SAARC’s full form is the South Asian Association for Regional Cooperation. It is a major regional initiative for economic and technological cooperation among the countries of South Asia. Its Secretariat is based in Kathmandu, Nepal and is hosted by the Ministry of Foreign Affairs of Nepal. SAARC was formed by India, Pakistan, Sri Lanka, Nepal, Bhutan and Bangladesh to enhance their “mutual interests by strengthening their partnership in a globalised world.”
History of SAARC
The South Asian Association of Regional Cooperation (SAARC) is a regional inter-governmental organisation and geopolitical union, which was established in 1985 in Dhaka, Bangladesh, after the Summit (which consisted of seven countries: Bangladesh, Maldives, Nepal, Bhutan, India, Pakistan, and Sri Lanka) due to the efforts of former President Ziaur Rahman and Moudud Ahmed Chowdhury. Other goals were decided later on, including but not limited to agriculture, rural developments, telecommunication, weather, health and family planning, poverty eradication, scientific development etc. However, as an organisation, SAARC started its “marching” step forward when in 2003, it accepted Afghanistan to be a part of their conference with diplomatic permission from India. Then In 2007, Bhutan was allowed to sit at their conference as an observer nation after Pakistan’s request.
The SAARC Secretariat was formally established on 16 January 1987, while it commenced its duties on 1 December of the same year. Since then, it has been functioning as the main administrative arm of SAARC assisting member states in implementing various activities under SAARC programmes and projects; providing secretarial services for meetings of Councils and Committees; acting as a channel of communication between SAARC and other regional/ international organisations; and assisting in research work related to regional cooperation within SAARC.
Objectives of SAARC
The objective of the South Asia Association for Regional Cooperation (SAARC) is to bring prosperity within the region by promoting the welfare of the people, improving the quality of life, integrating with the world, and maintaining peace. One of the main objectives of SAARC is to provide a platform for governments in South Asia to collaborate on matters of mutually beneficial interest.
With a vision of a prosperous and peaceful South Asia, and working towards the elimination of poverty and successful implementation of development, the SAARC was founded. The SAARC Secretariat is in Kathmandu, which can be reached by road, air or train.
The principal organs of the SAARC are:
- The Heads of State or Government
The Summit is held once a year. The Heads of State or Government (also known as the Council of Ministers) of the SAARC member states participate in the Summit.
- Council of Ministers
The Council of Ministers meets immediately after each annual Summit. It comprises the member states’ foreign ministers (or other ministers who may be authorised by their respective Heads of State or Government). The Council of Ministers is required to approve decisions on matters within the purview of the Charter on which consensus has been reached at the Summit. It also meets periodically between summits to review and guide the implementation of programmes and activities involving technical cooperation.
- Standing Committee
The Standing Committee meets at least two times a year and comprises senior officials designated by member governments to oversee and direct the functioning of SAARC. The Committee monitors, reviews and evaluates activities undertaken under SAARC auspices, provides guidance for future activities, and facilitates implementation.

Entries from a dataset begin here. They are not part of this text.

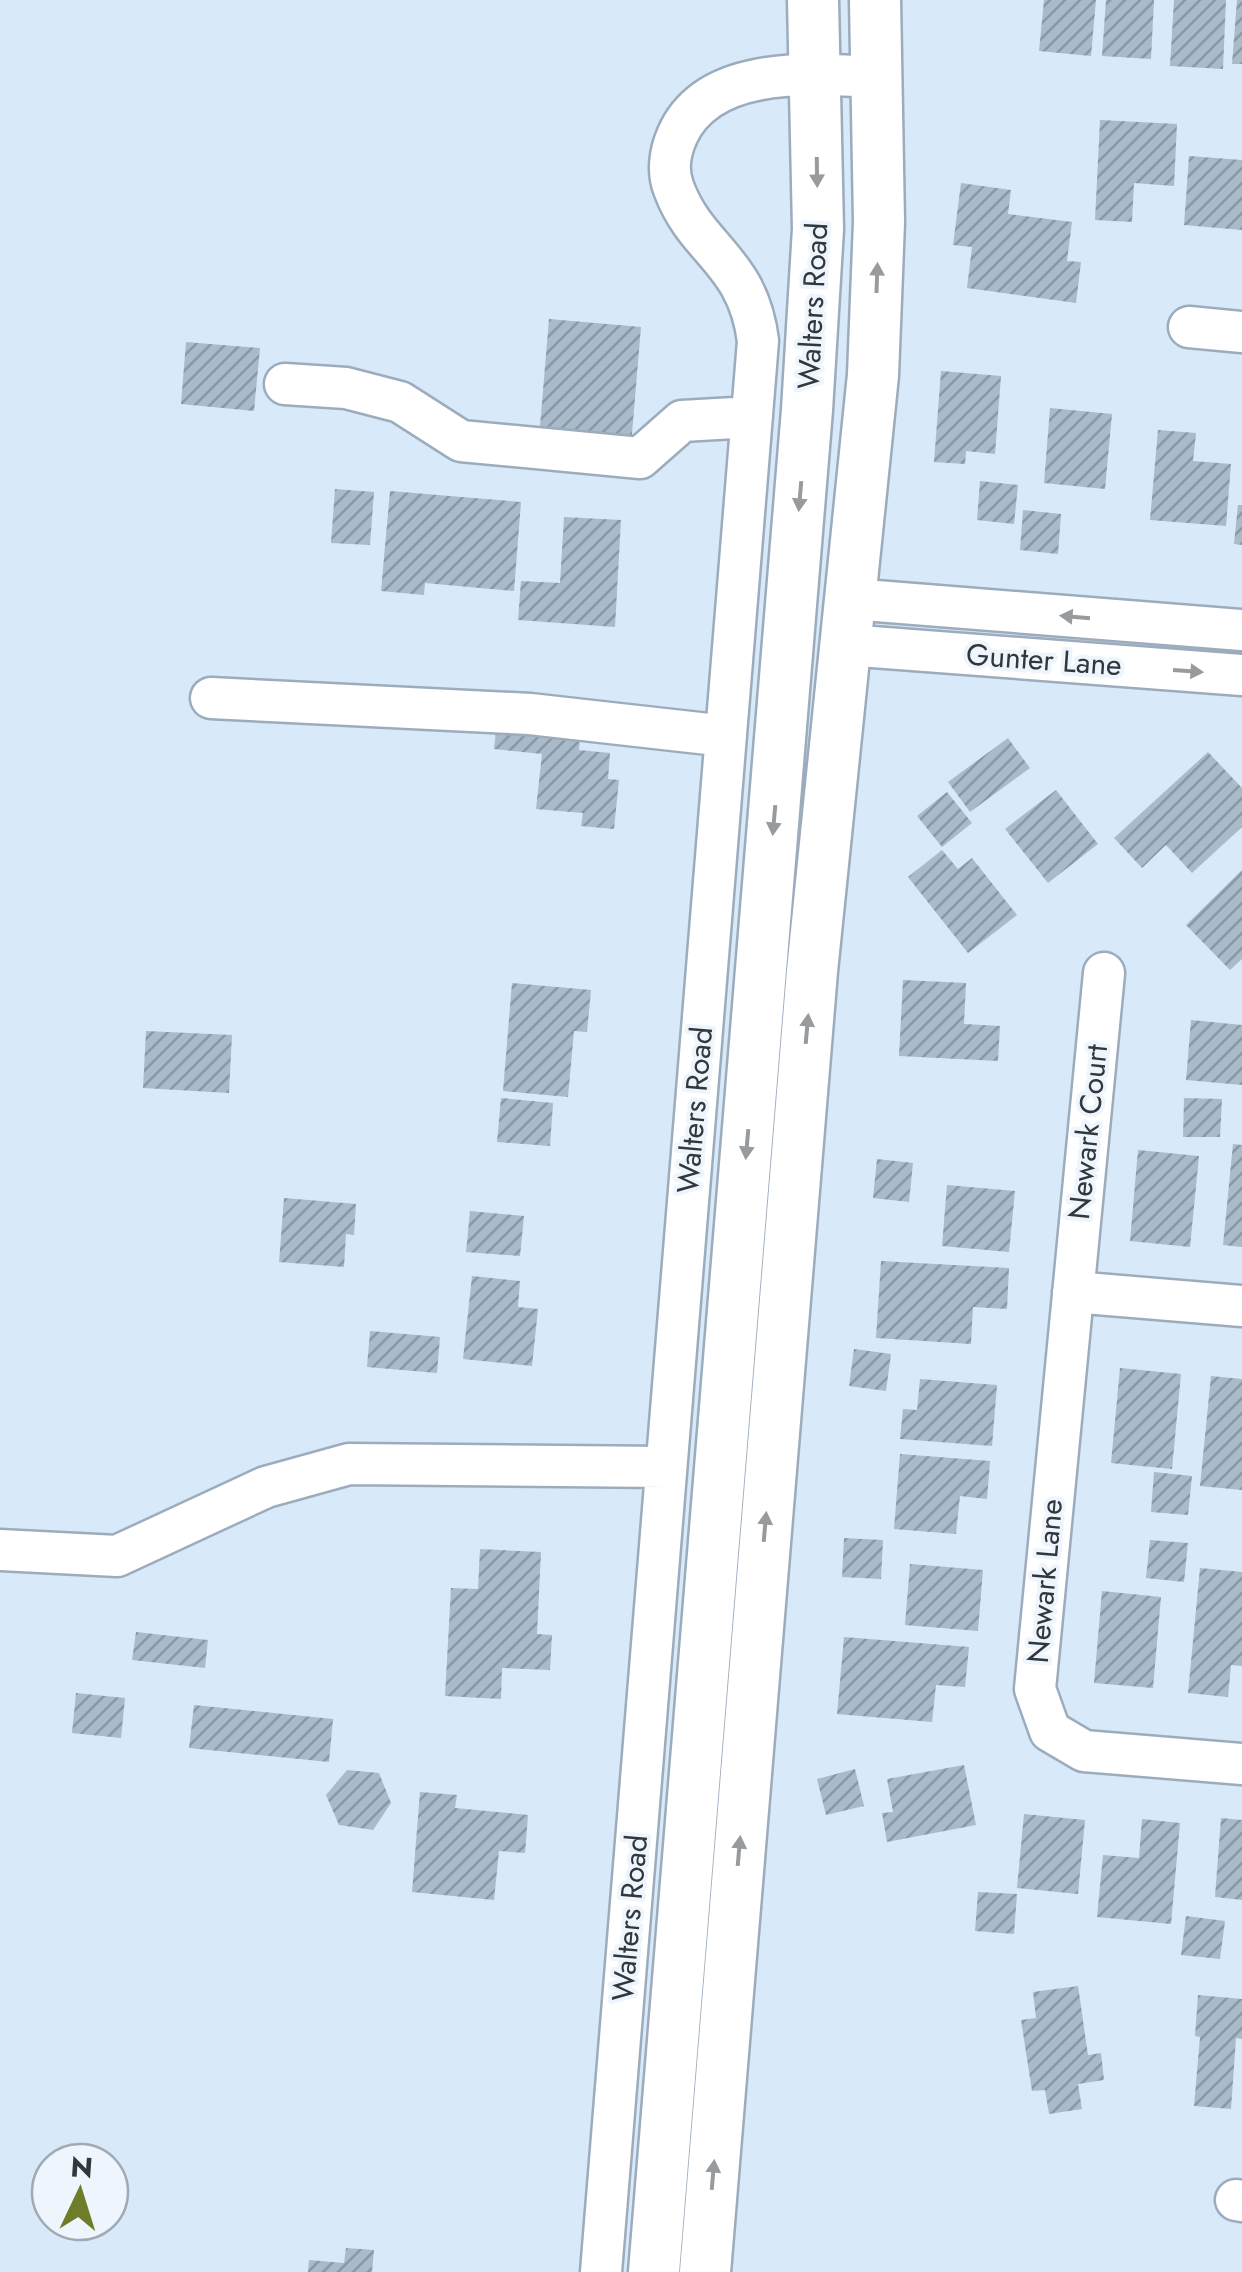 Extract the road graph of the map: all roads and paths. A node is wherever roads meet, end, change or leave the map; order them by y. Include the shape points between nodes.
1 (813, 0) edge
2 (875, 0) edge
3 (816, 74) junction
4 (878, 76) junction
5 (1189, 327) dead end
6 (1242, 332) edge
7 (285, 384) dead end
8 (752, 417) junction
9 (849, 622) junction
10 (1242, 630) edge
11 (1242, 675) edge
12 (211, 698) dead end
13 (726, 736) junction
14 (1104, 973) dead end
15 (1073, 1292) junction
16 (1242, 1306) edge
17 (666, 1467) junction
18 (0, 1550) edge
19 (1242, 1764) edge
20 (601, 2272) edge
21 (654, 2272) edge
22 (705, 2272) edge

1 - 3 main road, Walters Road
2 - 4 main road, Walters Road
3 - 4 street, Walters Road
3 - 8 street, Walters Road via 730,88 701,101 674,144 673,187 754,309
3 -> 21 main road, Walters Road via 818,229 807,410
9 -> 4 main road, Walters Road via 874,375
5 - 6 street
7 - 8 street via 346,388 400,402 461,441 640,458 682,421
8 - 13 street, Walters Road
10 -> 9 street, Gunter Lane
9 -> 11 street, Gunter Lane
22 -> 9 main road, Walters Road via 812,971
12 - 13 street via 530,714
13 - 17 street, Walters Road
14 - 15 street, Newark Court
15 - 16 street
15 - 19 street, Newark Lane via 1035,1690 1050,1731 1084,1751
17 - 18 street via 349,1464 266,1487 116,1556
17 - 20 street, Walters Road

The Secretariat is responsible for preparing for and servicing meetings, undertaking research studies, collecting data and information, disseminating information about activities undertaken by member states, preparing reports on various aspects of regional cooperation, initiating proposals for consideration by concerned bodies on matters relating to regional cooperation.
India & SAARC
India has made progress in building a connected and integrated South Asia. India’s basic principles of peace guide India’s foreign policy, cooperation and development. Our vision for South Asia is based on a promise to work together to build a region in which all countries enjoy peace, prosperity, equality, democracy, and sustainable development. The Government is committed to early implementing all decisions taken at the 18th SAARC Summit in Kathmandu in November 2014.
India firmly believes that the progress and prosperity of South Asia can be achieved through regional cooperation within SAARC. Increased intra-regional trade will help meet the growing demands of our people for goods, services, and technology and create jobs and enhance incomes. A connected and integrated South Asia will also facilitate greater people-to-people exchanges through enhanced connectivity, including air links and railways, and through greater cultural exchanges that will promote peace, harmony and understanding between our peoples.

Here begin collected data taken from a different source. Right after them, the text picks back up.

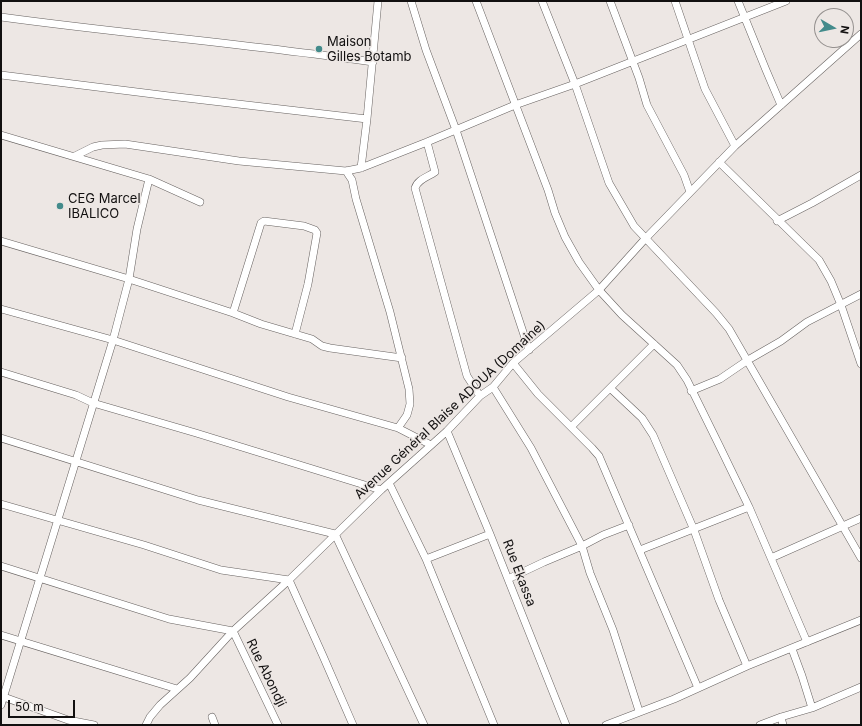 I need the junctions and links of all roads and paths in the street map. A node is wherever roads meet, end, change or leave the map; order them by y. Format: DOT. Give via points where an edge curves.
graph roads {
  1 [pos="378,1"];
  2 [pos="411,1"];
  3 [pos="476,1"];
  4 [pos="542,1"];
  5 [pos="610,1"];
  6 [pos="675,1"];
  7 [pos="738,1"];
  8 [pos="786,1"];
  9 [pos="1,17"];
  10 [pos="744,17"];
  11 [pos="861,34"];
  12 [pos="688,40"];
  13 [pos="373,62"];
  14 [pos="632,62"];
  15 [pos="1,75"];
  16 [pos="575,84"];
  17 [pos="515,105"];
  18 [pos="782,105"];
  19 [pos="367,119"];
  20 [pos="456,130"];
  21 [pos="1,135"];
  22 [pos="427,142"];
  23 [pos="735,146"];
  24 [pos="75,156"];
  25 [pos="719,162"];
  26 [pos="361,168"];
  27 [pos="346,171"];
  28 [pos="861,176"];
  29 [pos="149,179"];
  30 [pos="690,192"];
  31 [pos="200,202"];
  32 [pos="777,221"];
  33 [pos="645,238"];
  34 [pos="1,241"];
  35 [pos="129,279"];
  36 [pos="599,290"];
  37 [pos="861,294"];
  38 [pos="841,305"];
  39 [pos="1,309"];
  40 [pos="233,313"];
  41 [pos="295,334"];
  42 [pos="113,340"];
  43 [pos="654,344"];
  44 [pos="529,350"];
  45 [pos="402,358"];
  46 [pos="748,360"];
  47 [pos="513,363"];
  48 [pos="861,364"];
  49 [pos="1,372"];
  50 [pos="493,387"];
  51 [pos="610,388"];
  52 [pos="691,391"];
  53 [pos="480,396"];
  54 [pos="93,403"];
  55 [pos="570,427"];
  56 [pos="398,428"];
  57 [pos="447,430"];
  58 [pos="1,438"];
  59 [pos="431,445"];
  60 [pos="76,462"];
  61 [pos="390,483"];
  62 [pos="381,490"];
  63 [pos="1,504"];
  64 [pos="749,507"];
  65 [pos="861,518"];
  66 [pos="57,519"];
  67 [pos="629,525"];
  68 [pos="843,527"];
  69 [pos="694,530"];
  70 [pos="335,534"];
  71 [pos="490,534"];
  72 [pos="582,546"];
  73 [pos="640,550"];
  74 [pos="770,558"];
  75 [pos="861,558"];
  76 [pos="426,559"];
  77 [pos="1,566"];
  78 [pos="39,578"];
  79 [pos="508,579"];
  80 [pos="289,580"];
  81 [pos="861,620"];
  82 [pos="233,631"];
  83 [pos="1,635"];
  84 [pos="21,642"];
  85 [pos="808,642"];
  86 [pos="792,649"];
  87 [pos="747,666"];
  88 [pos="861,687"];
  89 [pos="698,688"];
  90 [pos="177,689"];
  91 [pos="2,697"];
  92 [pos="1,706"];
  93 [pos="812,708"];
  94 [pos="639,711"];
  95 [pos="212,717"];
  96 [pos="781,717"];
  97 [pos="94,725"];
  98 [pos="146,725"];
  99 [pos="215,725"];
  100 [pos="278,725"];
  101 [pos="353,725"];
  102 [pos="424,725"];
  103 [pos="494,725"];
  104 [pos="566,725"];
  105 [pos="606,725"];
  106 [pos="760,725"];
  107 [pos="783,725"];
  1 -- 13 [label="street"];
  2 -- 20 [label="street"];
  3 -- 17 [label="street"];
  4 -- 16 [label="street"];
  5 -- 14 [label="street"];
  6 -- 12 [label="street"];
  7 -- 10 [label="street"];
  8 -- 10 [label="street"];
  9 -- 13 [label="street"];
  10 -- 12 [label="street"];
  10 -- 18 [label="street"];
  11 -- 18 [label="street, Avenue Général Blaise ADOUA (Domaine)"];
  12 -- 14 [label="street"];
  12 -- 23 [label="street" via="706,90"];
  13 -- 19 [label="street"];
  14 -- 16 [label="street"];
  14 -- 30 [label="street" via="647,105"];
  15 -- 19 [label="street"];
  16 -- 17 [label="street"];
  16 -- 33 [label="street" via="609,183 634,226"];
  17 -- 20 [label="street"];
  17 -- 36 [label="street" via="565,237"];
  18 -- 23 [label="street, Avenue Général Blaise ADOUA (Domaine)"];
  19 -- 26 [label="street"];
  20 -- 22 [label="street"];
  20 -- 44 [label="street"];
  21 -- 24 [label="street"];
  22 -- 26 [label="street"];
  22 -- 53 [label="street" via="435,172 420,181 415,188 467,376"];
  23 -- 25 [label="street, Avenue Général Blaise ADOUA (Domaine)"];
  24 -- 27 [label="street" via="102,145 125,144 239,161"];
  24 -- 29 [label="street"];
  25 -- 30 [label="street, Avenue Général Blaise ADOUA (Domaine)"];
  25 -- 32 [label="street"];
  26 -- 27 [label="street"];
  27 -- 45 [label="street" via="352,180"];
  28 -- 32 [label="street"];
  29 -- 31 [label="street"];
  29 -- 35 [label="street" via="136,229"];
  30 -- 33 [label="street, Avenue Général Blaise ADOUA (Domaine)"];
  32 -- 38 [label="street" via="819,260"];
  33 -- 36 [label="street, Avenue Général Blaise ADOUA (Domaine)"];
  33 -- 46 [label="street" via="716,313"];
  34 -- 35 [label="street"];
  35 -- 40 [label="street"];
  35 -- 42 [label="street"];
  36 -- 43 [label="street"];
  36 -- 44 [label="street, Avenue Général Blaise ADOUA (Domaine)"];
  37 -- 38 [label="street"];
  38 -- 46 [label="street" via="807,322"];
  38 -- 48 [label="street"];
  39 -- 42 [label="street"];
  40 -- 41 [label="street"];
  40 -- 41 [label="street" via="261,223 264,221 304,226 317,233 308,284"];
  41 -- 45 [label="street" via="330,348"];
  42 -- 54 [label="street"];
  42 -- 56 [label="street" via="288,397"];
  43 -- 51 [label="street"];
  43 -- 52 [label="street" via="677,365"];
  44 -- 47 [label="street, Avenue Général Blaise ADOUA (Domaine)"];
  45 -- 56 [label="street" via="410,404 407,415"];
  46 -- 52 [label="street" via="720,379"];
  46 -- 68 [label="street"];
  47 -- 50 [label="street, Avenue Général Blaise ADOUA (Domaine)"];
  47 -- 55 [label="street"];
  49 -- 54 [label="street" via="76,395"];
  50 -- 53 [label="street, Avenue Général Blaise ADOUA (Domaine)"];
  50 -- 72 [label="street" via="530,448"];
  51 -- 55 [label="street"];
  51 -- 69 [label="street" via="634,409 647,425"];
  52 -- 64 [label="street"];
  53 -- 57 [label="street, Avenue Général Blaise ADOUA (Domaine)"];
  54 -- 60 [label="street"];
  54 -- 62 [label="street"];
  55 -- 67 [label="street" via="599,456"];
  56 -- 59 [label="street"];
  57 -- 59 [label="street, Avenue Général Blaise ADOUA (Domaine)"];
  57 -- 71 [label="street, Rue Ekassa"];
  58 -- 60 [label="street"];
  59 -- 61 [label="street, Avenue Général Blaise ADOUA (Domaine)"];
  60 -- 66 [label="street"];
  60 -- 70 [label="street" via="198,500"];
  61 -- 62 [label="street, Avenue Général Blaise ADOUA (Domaine)"];
  61 -- 76 [label="street"];
  62 -- 70 [label="street, Avenue Général Blaise ADOUA (Domaine)"];
  63 -- 66 [label="street"];
  64 -- 69 [label="street"];
  64 -- 74 [label="street"];
  65 -- 68 [label="street"];
  66 -- 78 [label="street"];
  66 -- 80 [label="street" via="221,570"];
  67 -- 72 [label="street"];
  67 -- 73 [label="street"];
  68 -- 74 [label="street"];
  68 -- 75 [label="street"];
  69 -- 73 [label="street"];
  69 -- 87 [label="street" via="719,600"];
  70 -- 80 [label="street, Avenue Général Blaise ADOUA (Domaine)"];
  70 -- 102 [label="street"];
  71 -- 76 [label="street"];
  71 -- 79 [label="street, Rue Ekassa"];
  72 -- 79 [label="street"];
  72 -- 94 [label="street"];
  73 -- 89 [label="street"];
  74 -- 85 [label="street"];
  76 -- 103 [label="street"];
  77 -- 78 [label="street"];
  78 -- 82 [label="street" via="169,619"];
  78 -- 84 [label="street"];
  79 -- 104 [label="street, Rue Ekassa"];
  80 -- 82 [label="street, Avenue Général Blaise ADOUA (Domaine)"];
  80 -- 101 [label="street"];
  81 -- 85 [label="street"];
  82 -- 90 [label="street, Avenue Général Blaise ADOUA (Domaine)"];
  82 -- 100 [label="street, Rue Abondji"];
  83 -- 84 [label="street"];
  84 -- 90 [label="street"];
  84 -- 91 [label="street"];
  85 -- 86 [label="street"];
  86 -- 87 [label="street"];
  86 -- 93 [label="street"];
  87 -- 89 [label="street"];
  88 -- 93 [label="street"];
  89 -- 94 [label="street"];
  90 -- 98 [label="street, Avenue Général Blaise ADOUA (Domaine)" via="160,705"];
  91 -- 92 [label="street"];
  91 -- 97 [label="street" via="68,720"];
  93 -- 96 [label="street"];
  94 -- 105 [label="street"];
  95 -- 99 [label="street"];
  96 -- 106 [label="street"];
  96 -- 107 [label="street"];
}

The Government is committed to early implementing all decisions taken at the 18th SAARC Summit in Kathmandu in November 2014.
SAARC is seen as a cultural, economic and educational entity. It is likely that if SAARC is allowed to develop naturally, it will fulfil its potential and make significant contributions to a sense of enduring peace in the region. Greater integration between SAARC member countries is possible and beneficial, especially in a region as volatile as South Asia. Cooperation and development, not extremism and violence, should be the goal. As people of South Asia, we have so much potential towards being a prosperous region for everyone to enjoy.